Data records Start Marker

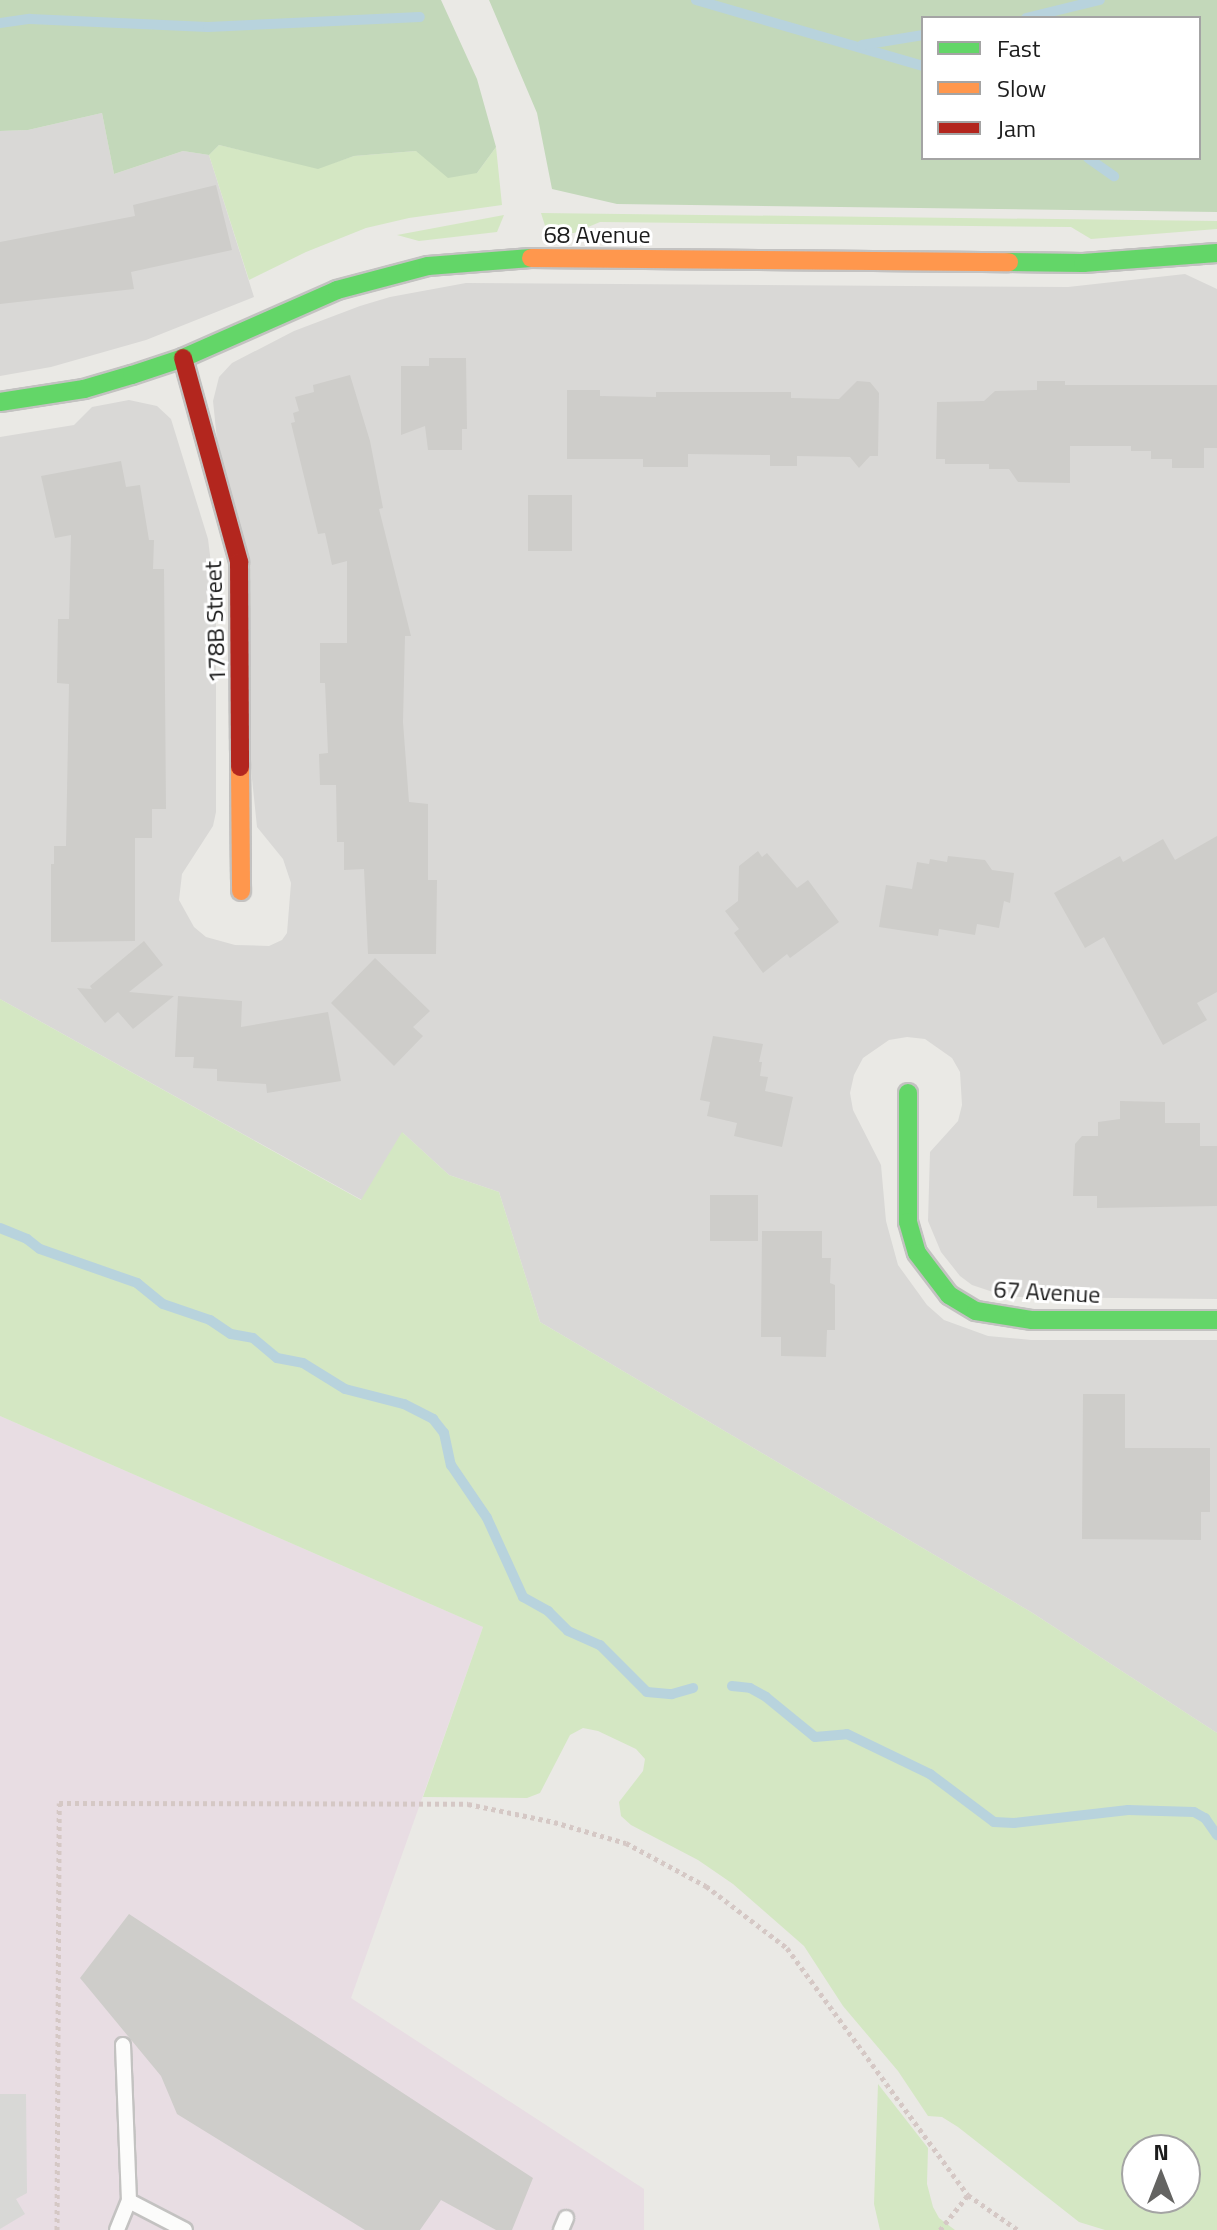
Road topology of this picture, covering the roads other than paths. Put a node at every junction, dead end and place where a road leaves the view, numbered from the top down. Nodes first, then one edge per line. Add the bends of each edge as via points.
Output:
1 (1217, 253) edge
2 (183, 358) junction
3 (0, 402) edge
4 (241, 891) dead end
5 (908, 1093) dead end
6 (1217, 1320) edge
7 (123, 2045) dead end
8 (129, 2201) junction
9 (117, 2230) edge
10 (185, 2230) edge

1 - 2 street, 68 Avenue via 1083,263 479,260 428,266 337,290
2 - 3 street, 68 Avenue via 84,389
2 - 4 street, 178B Street via 239,562
5 - 6 street, 67 Avenue via 908,1222 917,1253 949,1295 976,1311 1032,1320
7 - 8 lane
8 - 9 lane
8 - 10 lane

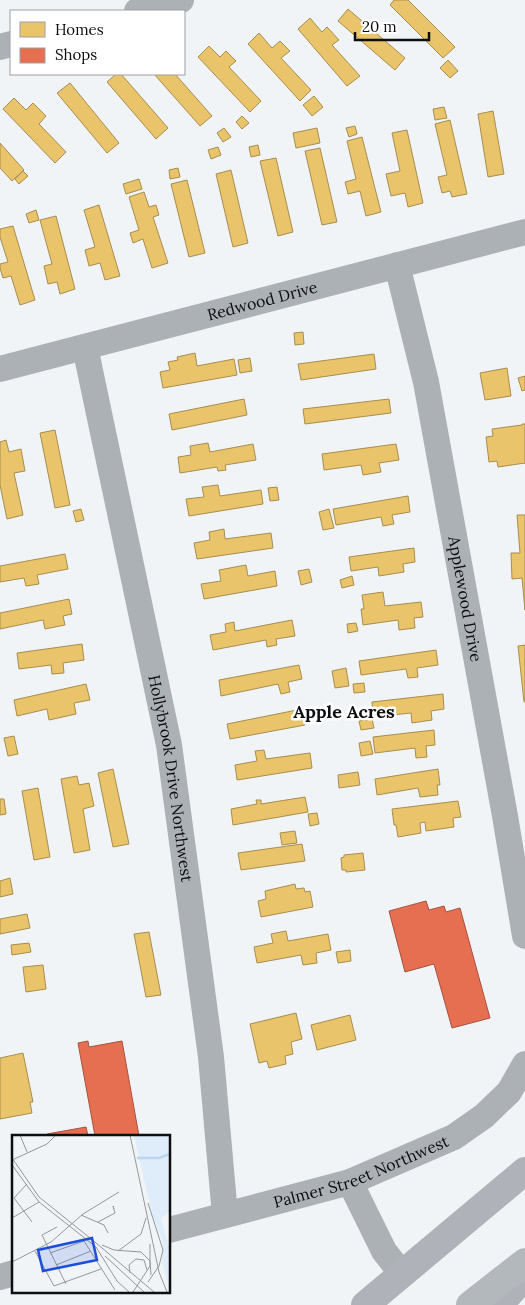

Data records End Marker

# Exercise objective
Copy every entry exactly; drop the pictures.

# Result
Road topology of this picture, covering the roads other than paths. Put a node at every junction, dead end and place where a road leaves the view, numbered from the top down. Nodes first, then one edge per line. Add the bends of each edge as via points.
Output:
1 (1217, 253) edge
2 (183, 358) junction
3 (0, 402) edge
4 (241, 891) dead end
5 (908, 1093) dead end
6 (1217, 1320) edge
7 (123, 2045) dead end
8 (129, 2201) junction
9 (117, 2230) edge
10 (185, 2230) edge

1 - 2 street, 68 Avenue via 1083,263 479,260 428,266 337,290
2 - 3 street, 68 Avenue via 84,389
2 - 4 street, 178B Street via 239,562
5 - 6 street, 67 Avenue via 908,1222 917,1253 949,1295 976,1311 1032,1320
7 - 8 lane
8 - 9 lane
8 - 10 lane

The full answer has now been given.